The whole listing below should be output again, word for word.

★ ★ ★ ★ ★ ★ ★

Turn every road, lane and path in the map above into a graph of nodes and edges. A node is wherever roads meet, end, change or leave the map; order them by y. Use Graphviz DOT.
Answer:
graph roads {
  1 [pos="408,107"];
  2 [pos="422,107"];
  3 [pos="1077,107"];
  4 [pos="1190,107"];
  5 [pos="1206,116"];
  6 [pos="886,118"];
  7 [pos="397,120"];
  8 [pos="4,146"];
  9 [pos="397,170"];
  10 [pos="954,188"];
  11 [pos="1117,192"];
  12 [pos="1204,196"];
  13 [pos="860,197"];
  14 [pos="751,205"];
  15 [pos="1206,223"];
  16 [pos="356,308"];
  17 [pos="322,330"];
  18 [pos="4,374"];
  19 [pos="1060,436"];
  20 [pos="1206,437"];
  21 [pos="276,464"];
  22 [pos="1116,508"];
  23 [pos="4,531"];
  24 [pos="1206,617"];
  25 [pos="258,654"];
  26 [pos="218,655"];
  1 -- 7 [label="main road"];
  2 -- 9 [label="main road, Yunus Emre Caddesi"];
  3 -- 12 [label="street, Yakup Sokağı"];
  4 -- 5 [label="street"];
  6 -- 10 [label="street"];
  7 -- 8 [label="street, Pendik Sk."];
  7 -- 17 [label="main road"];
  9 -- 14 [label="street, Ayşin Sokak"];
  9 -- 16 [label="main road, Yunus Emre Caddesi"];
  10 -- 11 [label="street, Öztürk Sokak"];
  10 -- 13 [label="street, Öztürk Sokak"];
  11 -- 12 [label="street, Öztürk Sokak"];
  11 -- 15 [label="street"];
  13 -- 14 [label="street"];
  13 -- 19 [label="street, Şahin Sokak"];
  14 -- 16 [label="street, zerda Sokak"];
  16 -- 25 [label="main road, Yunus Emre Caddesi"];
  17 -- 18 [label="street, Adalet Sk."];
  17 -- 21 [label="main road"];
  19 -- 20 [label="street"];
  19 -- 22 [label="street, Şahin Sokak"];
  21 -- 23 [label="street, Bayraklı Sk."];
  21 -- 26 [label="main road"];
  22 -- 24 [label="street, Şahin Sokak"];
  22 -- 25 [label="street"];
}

★ ★ ★ ★ ★ ★ ★

▶ **Solution for this problem**
Turn every road, lane and path in the map above into a graph of nodes and edges. A node is wherever roads meet, end, change or leave the map; order them by y. Use Graphviz DOT.
Answer:
graph roads {
  1 [pos="408,107"];
  2 [pos="422,107"];
  3 [pos="1077,107"];
  4 [pos="1190,107"];
  5 [pos="1206,116"];
  6 [pos="886,118"];
  7 [pos="397,120"];
  8 [pos="4,146"];
  9 [pos="397,170"];
  10 [pos="954,188"];
  11 [pos="1117,192"];
  12 [pos="1204,196"];
  13 [pos="860,197"];
  14 [pos="751,205"];
  15 [pos="1206,223"];
  16 [pos="356,308"];
  17 [pos="322,330"];
  18 [pos="4,374"];
  19 [pos="1060,436"];
  20 [pos="1206,437"];
  21 [pos="276,464"];
  22 [pos="1116,508"];
  23 [pos="4,531"];
  24 [pos="1206,617"];
  25 [pos="258,654"];
  26 [pos="218,655"];
  1 -- 7 [label="main road"];
  2 -- 9 [label="main road, Yunus Emre Caddesi"];
  3 -- 12 [label="street, Yakup Sokağı"];
  4 -- 5 [label="street"];
  6 -- 10 [label="street"];
  7 -- 8 [label="street, Pendik Sk."];
  7 -- 17 [label="main road"];
  9 -- 14 [label="street, Ayşin Sokak"];
  9 -- 16 [label="main road, Yunus Emre Caddesi"];
  10 -- 11 [label="street, Öztürk Sokak"];
  10 -- 13 [label="street, Öztürk Sokak"];
  11 -- 12 [label="street, Öztürk Sokak"];
  11 -- 15 [label="street"];
  13 -- 14 [label="street"];
  13 -- 19 [label="street, Şahin Sokak"];
  14 -- 16 [label="street, zerda Sokak"];
  16 -- 25 [label="main road, Yunus Emre Caddesi"];
  17 -- 18 [label="street, Adalet Sk."];
  17 -- 21 [label="main road"];
  19 -- 20 [label="street"];
  19 -- 22 [label="street, Şahin Sokak"];
  21 -- 23 [label="street, Bayraklı Sk."];
  21 -- 26 [label="main road"];
  22 -- 24 [label="street, Şahin Sokak"];
  22 -- 25 [label="street"];
}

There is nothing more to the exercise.